At the current official exchange rate of N1,583.74/$1, the proposed borrowing could add about N38.24 trillion to Nigeria’s existing debt profile, potentially pushing the total public debt from N144.67 trillion at the end of 2024 to over N182.91 trillion by 2026.

The new loan request comprises $21.54 billion, €2.19 billion, and ¥15 billion. Converted using prevailing market exchange rates — €1 to $1.1381 and ¥1 to $0.0068 — the euro and yen components are equivalent to roughly $2.5 billion and $102 million respectively, bringing the total to $24.14 billion.


At an official exchange rate of N1,583.7388/$1, the total loan translates to approximately N38.24 trillion in naira terms.

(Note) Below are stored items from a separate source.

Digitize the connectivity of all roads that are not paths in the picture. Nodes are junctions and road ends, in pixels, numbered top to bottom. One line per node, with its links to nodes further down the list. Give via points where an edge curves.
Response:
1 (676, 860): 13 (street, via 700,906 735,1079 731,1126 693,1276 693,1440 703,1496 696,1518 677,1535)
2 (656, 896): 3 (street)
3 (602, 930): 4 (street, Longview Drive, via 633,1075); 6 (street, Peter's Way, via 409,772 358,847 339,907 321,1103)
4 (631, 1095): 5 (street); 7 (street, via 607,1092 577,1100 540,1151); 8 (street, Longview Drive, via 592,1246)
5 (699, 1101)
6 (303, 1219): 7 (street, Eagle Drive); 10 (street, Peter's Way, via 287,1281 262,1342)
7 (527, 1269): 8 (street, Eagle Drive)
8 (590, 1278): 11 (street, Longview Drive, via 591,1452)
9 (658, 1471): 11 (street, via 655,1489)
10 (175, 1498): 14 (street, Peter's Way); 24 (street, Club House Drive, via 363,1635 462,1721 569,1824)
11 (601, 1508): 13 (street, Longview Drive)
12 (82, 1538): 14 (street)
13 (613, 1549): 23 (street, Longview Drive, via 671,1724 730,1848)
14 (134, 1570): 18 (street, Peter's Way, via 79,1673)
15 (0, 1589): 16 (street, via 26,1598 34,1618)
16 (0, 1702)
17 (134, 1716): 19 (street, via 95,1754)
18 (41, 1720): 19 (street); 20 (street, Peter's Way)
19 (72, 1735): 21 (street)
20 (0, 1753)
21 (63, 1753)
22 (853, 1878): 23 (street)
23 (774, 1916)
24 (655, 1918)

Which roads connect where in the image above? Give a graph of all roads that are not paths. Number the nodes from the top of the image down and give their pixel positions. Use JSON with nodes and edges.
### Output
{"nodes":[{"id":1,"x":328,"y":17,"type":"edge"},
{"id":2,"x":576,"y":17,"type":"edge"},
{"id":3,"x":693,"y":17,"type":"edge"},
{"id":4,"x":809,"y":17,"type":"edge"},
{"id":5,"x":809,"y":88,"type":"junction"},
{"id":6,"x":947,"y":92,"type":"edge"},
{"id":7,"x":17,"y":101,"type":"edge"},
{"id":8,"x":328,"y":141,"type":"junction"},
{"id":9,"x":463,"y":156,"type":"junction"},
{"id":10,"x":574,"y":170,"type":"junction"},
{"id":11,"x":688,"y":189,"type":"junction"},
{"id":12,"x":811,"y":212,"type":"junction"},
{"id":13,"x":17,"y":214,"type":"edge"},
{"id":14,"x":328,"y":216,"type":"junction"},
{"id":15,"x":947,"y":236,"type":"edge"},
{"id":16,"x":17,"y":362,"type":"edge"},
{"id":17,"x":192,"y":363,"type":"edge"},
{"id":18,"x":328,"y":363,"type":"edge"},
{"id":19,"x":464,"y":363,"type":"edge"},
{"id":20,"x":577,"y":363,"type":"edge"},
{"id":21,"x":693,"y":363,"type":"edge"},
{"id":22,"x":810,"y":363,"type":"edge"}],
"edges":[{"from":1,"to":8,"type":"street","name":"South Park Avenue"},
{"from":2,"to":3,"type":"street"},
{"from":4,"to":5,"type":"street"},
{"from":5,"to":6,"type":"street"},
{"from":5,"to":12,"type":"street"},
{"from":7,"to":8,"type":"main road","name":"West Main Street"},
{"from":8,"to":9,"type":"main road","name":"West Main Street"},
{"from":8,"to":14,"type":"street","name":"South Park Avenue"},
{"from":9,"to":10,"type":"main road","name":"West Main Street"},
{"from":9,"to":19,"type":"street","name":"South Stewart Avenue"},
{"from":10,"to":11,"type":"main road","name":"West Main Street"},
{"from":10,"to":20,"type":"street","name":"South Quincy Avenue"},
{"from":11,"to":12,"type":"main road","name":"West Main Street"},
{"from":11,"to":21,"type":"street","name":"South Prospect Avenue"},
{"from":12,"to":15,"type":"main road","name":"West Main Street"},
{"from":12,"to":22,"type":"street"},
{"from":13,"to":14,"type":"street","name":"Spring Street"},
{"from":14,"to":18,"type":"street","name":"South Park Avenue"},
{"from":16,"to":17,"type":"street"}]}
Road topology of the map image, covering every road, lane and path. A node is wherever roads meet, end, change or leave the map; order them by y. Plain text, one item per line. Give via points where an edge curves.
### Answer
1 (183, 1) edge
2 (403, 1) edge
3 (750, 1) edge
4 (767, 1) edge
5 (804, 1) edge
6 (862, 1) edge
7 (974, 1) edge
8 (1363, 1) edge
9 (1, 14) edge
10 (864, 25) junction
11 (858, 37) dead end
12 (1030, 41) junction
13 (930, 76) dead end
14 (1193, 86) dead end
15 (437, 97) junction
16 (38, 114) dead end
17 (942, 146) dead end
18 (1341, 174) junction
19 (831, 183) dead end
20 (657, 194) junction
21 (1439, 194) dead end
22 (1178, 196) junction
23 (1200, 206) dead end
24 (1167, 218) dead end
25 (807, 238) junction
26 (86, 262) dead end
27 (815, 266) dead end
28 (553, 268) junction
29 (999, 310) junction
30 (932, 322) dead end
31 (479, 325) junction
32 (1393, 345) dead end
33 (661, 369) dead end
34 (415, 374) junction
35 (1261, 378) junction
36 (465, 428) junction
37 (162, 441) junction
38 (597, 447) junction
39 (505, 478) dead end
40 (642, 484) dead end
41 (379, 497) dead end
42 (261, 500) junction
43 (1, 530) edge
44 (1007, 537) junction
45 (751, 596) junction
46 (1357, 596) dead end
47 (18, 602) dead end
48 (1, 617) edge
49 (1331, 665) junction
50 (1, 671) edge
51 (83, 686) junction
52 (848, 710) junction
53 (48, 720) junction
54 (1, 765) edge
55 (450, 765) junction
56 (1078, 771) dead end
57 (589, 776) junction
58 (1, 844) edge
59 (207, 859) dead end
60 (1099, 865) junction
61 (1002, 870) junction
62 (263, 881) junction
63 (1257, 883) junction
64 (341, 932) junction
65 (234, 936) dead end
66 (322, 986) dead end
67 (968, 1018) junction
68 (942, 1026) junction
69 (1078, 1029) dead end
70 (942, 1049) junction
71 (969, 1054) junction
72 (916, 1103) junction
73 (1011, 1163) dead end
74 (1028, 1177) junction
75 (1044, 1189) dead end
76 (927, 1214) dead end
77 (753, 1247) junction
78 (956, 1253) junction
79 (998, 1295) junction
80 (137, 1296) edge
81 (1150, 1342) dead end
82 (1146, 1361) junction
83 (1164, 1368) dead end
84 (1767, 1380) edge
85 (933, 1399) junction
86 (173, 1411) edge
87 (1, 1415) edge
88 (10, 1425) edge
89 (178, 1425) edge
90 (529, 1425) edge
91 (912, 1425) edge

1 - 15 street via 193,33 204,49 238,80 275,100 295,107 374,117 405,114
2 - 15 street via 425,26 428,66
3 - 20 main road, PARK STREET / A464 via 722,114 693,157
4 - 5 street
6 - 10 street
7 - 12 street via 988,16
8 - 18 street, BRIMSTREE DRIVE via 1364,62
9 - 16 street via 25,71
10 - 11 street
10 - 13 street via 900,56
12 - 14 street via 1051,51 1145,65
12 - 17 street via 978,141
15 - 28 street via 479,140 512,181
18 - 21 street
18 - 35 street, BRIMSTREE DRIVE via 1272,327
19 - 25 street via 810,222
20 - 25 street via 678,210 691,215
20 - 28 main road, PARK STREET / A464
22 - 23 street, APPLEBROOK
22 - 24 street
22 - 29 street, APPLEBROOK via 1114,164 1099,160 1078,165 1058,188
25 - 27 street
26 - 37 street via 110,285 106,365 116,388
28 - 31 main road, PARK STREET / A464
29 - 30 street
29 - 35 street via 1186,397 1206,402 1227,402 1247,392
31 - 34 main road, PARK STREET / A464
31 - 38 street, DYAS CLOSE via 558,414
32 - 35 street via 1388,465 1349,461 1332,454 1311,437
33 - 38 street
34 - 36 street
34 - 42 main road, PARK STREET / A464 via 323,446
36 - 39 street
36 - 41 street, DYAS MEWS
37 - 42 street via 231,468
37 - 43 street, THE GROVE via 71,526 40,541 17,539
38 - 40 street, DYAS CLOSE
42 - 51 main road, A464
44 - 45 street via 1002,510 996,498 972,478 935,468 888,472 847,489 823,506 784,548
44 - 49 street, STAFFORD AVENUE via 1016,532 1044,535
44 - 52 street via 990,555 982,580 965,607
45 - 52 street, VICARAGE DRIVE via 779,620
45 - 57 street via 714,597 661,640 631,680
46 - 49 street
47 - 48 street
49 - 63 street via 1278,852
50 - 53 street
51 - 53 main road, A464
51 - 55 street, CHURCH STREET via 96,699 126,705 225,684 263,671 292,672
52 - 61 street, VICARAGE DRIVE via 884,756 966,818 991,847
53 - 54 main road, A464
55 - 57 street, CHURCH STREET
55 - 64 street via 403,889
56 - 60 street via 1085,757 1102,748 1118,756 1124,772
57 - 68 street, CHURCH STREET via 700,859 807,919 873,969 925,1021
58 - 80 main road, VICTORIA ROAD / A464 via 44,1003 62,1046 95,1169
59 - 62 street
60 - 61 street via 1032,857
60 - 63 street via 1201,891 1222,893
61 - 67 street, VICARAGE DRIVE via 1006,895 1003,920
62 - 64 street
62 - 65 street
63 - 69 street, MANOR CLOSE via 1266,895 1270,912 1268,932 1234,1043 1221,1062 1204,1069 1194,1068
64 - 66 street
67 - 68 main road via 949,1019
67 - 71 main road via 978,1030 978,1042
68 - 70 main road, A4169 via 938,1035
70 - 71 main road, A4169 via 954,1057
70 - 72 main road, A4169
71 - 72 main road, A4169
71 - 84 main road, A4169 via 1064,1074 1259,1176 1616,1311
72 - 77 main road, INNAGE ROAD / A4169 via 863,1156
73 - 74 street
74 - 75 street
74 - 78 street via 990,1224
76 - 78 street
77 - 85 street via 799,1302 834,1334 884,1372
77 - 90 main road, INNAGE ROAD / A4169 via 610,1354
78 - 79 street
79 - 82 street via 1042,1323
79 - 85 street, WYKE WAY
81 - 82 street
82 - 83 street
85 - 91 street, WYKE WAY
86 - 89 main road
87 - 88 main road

Data from the Debt Management Office (DMO) showed that as of December 31, 2024, Nigeria’s total public debt stood at N144.67 trillion — a 48.58% increase from N97.34 trillion in 2023. This surge was driven by heightened borrowing and the sharp depreciation of the naira against major international currencies.

The weakening naira significantly inflated the naira-equivalent of Nigeria’s external debt, which rose from N38.22 trillion ($42.5 billion) in December 2023 to N70.29 trillion ($45.78 billion) by the end of 2024 — an 83.89% jump.

Domestic debt also grew, climbing from N59.12 trillion to N74.38 trillion during the same period — a 25.77% rise. The Federal Government was responsible for N70.41 trillion of this debt, up from N53.26 trillion. Conversely, subnational borrowings dropped, with debt owed by state governments and the FCT declining from N5.86 trillion to N3.97 trillion.


If approved, the new borrowing will increase Nigeria’s external debt from $45.78 billion to approximately $69.92 billion — a 52.7% rise. In naira terms, this would lift the external debt portion of Nigeria’s total debt stock to over N108 trillion.

Economic experts have raised concerns over the sustainability of Nigeria’s rising debt burden. Speaking on the development, Johnson Chukwu, Group CEO of Cowry Assets Management Limited, cautioned against unchecked borrowing without transparency and measurable outcomes.

According to Chukwu, “The most important thing is what the money is being used for. That’s what Nigerians will be focused on.”


He noted that while borrowing is not inherently negative, its value lies in prudent deployment. “If borrowed funds are invested in assets that generate returns higher than the cost of the loans, then the borrowing is justified,” he said. “But if not, then we are only mortgaging the country’s future.”